> DATA SUPPLIED:
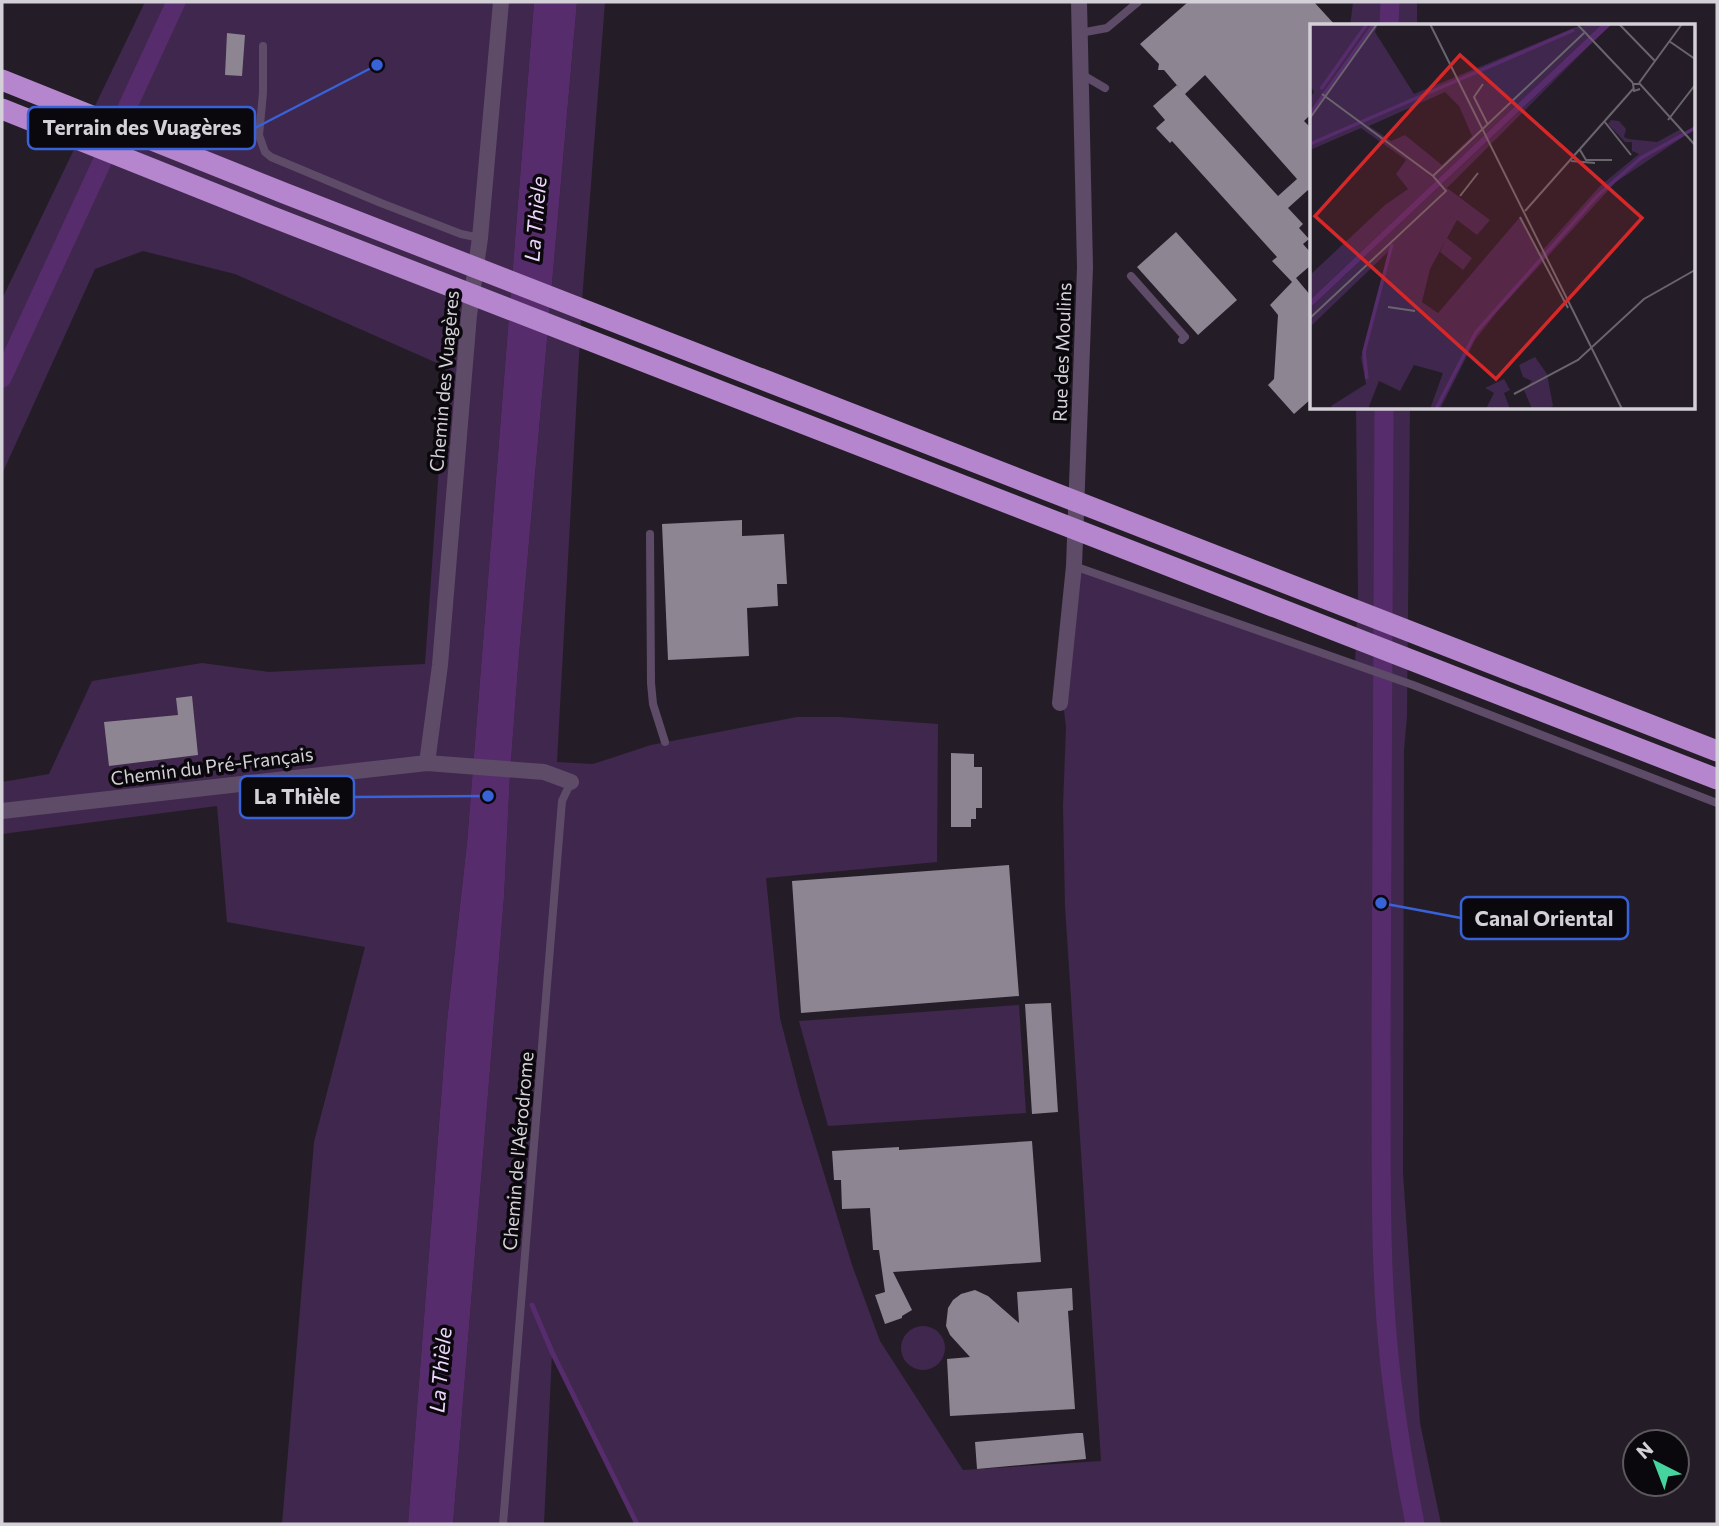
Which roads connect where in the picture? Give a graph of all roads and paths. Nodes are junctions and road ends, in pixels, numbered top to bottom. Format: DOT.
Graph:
graph roads {
  1 [pos="501,2"];
  2 [pos="1080,2"];
  3 [pos="1138,2"];
  4 [pos="1080,33"];
  5 [pos="263,46"];
  6 [pos="1081,74"];
  7 [pos="2,80"];
  8 [pos="1105,88"];
  9 [pos="2,109"];
  10 [pos="480,238"];
  11 [pos="1131,276"];
  12 [pos="1182,340"];
  13 [pos="650,534"];
  14 [pos="1074,566"];
  15 [pos="1060,703"];
  16 [pos="665,742"];
  17 [pos="1717,751"];
  18 [pos="434,763"];
  19 [pos="1717,779"];
  20 [pos="571,782"];
  21 [pos="1717,803"];
  22 [pos="2,811"];
  23 [pos="503,1524"];
  1 -- 10 [label="street, Chemin des Vuagères"];
  2 -- 4 [label="street, Rue des Moulins"];
  3 -- 4 [label="lane"];
  4 -- 6 [label="street, Rue des Moulins"];
  5 -- 10 [label="lane"];
  6 -- 8 [label="lane"];
  6 -- 14 [label="street, Rue des Moulins"];
  7 -- 17 [label="highway, bridge"];
  9 -- 19 [label="highway, bridge"];
  10 -- 18 [label="street, Chemin des Vuagères"];
  11 -- 12 [label="lane"];
  13 -- 16 [label="lane"];
  14 -- 15 [label="street, Rue des Moulins"];
  14 -- 21 [label="lane"];
  18 -- 20 [label="street, Chemin du Pré-Français"];
  18 -- 22 [label="street, Chemin du Pré-Français"];
  20 -- 23 [label="lane, Chemin de l'Aérodrome"];
}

> EXERCISE: When the word "Vuagères" shows up in a line of the entries, pull that line out.

> SOLUTION TO THIS EXERCISE:
  1 -- 10 [label="street, Chemin des Vuagères"];
  10 -- 18 [label="street, Chemin des Vuagères"];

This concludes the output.